The distributed denial of service attack that
took down Estonia was run by a bunch of kids, it has
emerged.
Two years ago, the former Soviet satellite found its banking and
government websites paralysed for several weeks by a distributed
denial-of-service (DDoS) attack.
The incident prompted a
massive reorganisation and upgrade of network security and
early warning systems among Nato members, and Nato even set up a
cyber-security research house in Estonia.
At the time Russia was suspected of orchestrating the attack,
but Moscow always denied it, and indeed Estonian officials never
accused the Kremlin directly.
Yesterday, Konstantin Goloskokov (22) claimed he and some
friends set up the attack to protest the removal of a Red Army
monument from a downtown site in Estonia's capital Tallinn. The
move had earlier led to rioting by pro-Soviet protesters.

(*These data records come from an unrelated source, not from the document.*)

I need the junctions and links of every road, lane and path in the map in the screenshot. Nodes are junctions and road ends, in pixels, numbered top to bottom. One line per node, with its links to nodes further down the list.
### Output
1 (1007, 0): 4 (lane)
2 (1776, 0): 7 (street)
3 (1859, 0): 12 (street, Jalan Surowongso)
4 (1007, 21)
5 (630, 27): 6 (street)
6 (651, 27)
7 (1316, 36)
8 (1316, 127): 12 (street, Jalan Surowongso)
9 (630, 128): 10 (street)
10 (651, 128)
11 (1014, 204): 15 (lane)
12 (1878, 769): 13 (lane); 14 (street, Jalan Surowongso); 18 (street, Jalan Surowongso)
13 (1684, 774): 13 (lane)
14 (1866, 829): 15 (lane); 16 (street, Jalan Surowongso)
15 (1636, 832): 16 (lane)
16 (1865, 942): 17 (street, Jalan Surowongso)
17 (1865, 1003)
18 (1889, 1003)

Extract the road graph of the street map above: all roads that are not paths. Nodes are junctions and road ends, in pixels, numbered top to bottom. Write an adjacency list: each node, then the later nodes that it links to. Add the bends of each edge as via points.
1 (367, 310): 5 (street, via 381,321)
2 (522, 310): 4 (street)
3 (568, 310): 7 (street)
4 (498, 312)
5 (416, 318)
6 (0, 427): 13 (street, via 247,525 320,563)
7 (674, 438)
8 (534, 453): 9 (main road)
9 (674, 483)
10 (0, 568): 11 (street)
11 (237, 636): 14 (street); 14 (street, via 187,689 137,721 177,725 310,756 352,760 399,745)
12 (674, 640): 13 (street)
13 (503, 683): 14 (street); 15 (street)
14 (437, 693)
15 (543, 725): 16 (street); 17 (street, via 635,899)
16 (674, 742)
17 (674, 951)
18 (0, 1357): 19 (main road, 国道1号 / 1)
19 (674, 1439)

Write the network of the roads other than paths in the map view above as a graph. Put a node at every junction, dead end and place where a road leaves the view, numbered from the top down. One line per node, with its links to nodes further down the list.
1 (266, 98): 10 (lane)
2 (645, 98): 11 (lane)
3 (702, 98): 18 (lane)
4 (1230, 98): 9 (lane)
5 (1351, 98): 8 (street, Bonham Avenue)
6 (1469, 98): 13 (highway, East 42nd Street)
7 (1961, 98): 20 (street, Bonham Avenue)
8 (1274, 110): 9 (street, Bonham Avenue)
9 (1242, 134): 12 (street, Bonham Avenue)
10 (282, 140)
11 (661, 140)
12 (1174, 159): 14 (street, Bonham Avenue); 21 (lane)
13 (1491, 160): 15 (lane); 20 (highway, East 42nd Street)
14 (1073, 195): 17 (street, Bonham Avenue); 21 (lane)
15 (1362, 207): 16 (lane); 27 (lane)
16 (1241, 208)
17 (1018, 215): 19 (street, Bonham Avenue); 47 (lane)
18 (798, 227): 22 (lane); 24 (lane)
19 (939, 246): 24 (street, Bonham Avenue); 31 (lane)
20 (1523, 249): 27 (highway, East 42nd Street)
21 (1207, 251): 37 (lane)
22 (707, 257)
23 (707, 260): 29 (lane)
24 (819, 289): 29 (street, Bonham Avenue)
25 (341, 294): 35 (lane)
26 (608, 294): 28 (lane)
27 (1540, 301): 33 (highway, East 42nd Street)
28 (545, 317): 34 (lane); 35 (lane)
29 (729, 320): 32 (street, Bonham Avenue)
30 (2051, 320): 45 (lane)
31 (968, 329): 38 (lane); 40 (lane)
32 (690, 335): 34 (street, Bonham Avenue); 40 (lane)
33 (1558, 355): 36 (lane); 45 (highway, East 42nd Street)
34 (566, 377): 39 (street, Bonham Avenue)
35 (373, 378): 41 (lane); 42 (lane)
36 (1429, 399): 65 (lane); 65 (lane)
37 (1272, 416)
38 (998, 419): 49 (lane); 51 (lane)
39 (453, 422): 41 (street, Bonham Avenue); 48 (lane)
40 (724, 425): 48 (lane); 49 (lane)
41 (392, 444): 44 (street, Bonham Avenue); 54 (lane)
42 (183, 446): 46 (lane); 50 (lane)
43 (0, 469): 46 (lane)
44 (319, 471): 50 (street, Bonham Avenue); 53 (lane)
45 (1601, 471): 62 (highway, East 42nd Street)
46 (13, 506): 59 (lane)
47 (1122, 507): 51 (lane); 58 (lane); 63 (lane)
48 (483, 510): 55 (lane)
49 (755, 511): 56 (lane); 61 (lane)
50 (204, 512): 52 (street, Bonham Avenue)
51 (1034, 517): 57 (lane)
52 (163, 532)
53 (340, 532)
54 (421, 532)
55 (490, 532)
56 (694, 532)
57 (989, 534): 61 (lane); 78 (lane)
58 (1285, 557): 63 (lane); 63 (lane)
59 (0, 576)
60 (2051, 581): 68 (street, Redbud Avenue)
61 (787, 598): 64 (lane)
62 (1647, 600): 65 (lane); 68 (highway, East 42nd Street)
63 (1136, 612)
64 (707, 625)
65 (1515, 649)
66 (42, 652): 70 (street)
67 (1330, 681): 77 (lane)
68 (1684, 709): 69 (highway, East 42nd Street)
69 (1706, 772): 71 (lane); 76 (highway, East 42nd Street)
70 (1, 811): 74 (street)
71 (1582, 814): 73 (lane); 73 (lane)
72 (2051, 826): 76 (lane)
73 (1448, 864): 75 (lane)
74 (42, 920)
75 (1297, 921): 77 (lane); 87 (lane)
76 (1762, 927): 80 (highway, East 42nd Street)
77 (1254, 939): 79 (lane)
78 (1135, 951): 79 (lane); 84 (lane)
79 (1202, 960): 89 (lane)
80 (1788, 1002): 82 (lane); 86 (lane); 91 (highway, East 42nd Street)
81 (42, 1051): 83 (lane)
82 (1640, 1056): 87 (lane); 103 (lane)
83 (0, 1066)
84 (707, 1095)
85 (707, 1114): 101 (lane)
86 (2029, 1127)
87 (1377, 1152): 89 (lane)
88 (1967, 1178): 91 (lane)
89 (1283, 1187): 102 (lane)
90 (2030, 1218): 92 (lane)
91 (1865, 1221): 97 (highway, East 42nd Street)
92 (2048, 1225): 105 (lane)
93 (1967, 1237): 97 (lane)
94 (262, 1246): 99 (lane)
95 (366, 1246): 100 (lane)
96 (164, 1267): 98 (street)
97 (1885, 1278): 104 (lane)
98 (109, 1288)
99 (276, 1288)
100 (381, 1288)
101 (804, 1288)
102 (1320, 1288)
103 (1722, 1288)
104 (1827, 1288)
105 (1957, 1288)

Goloskokov told Reuters the attack was an act of civil
disobedience, and, therefore, completely legal. "I was not involved
in any cyber-attack," he said.
Goloskokov, a pro-Soviet activist, said he and his friends had
set up the botnet that overloaded Estonian websites, causing them
to crash.
"The fact that they could not withstand this is, strictly
speaking, the fault of those people who, from a technical point of
view, did not equip them properly," he told Reuters.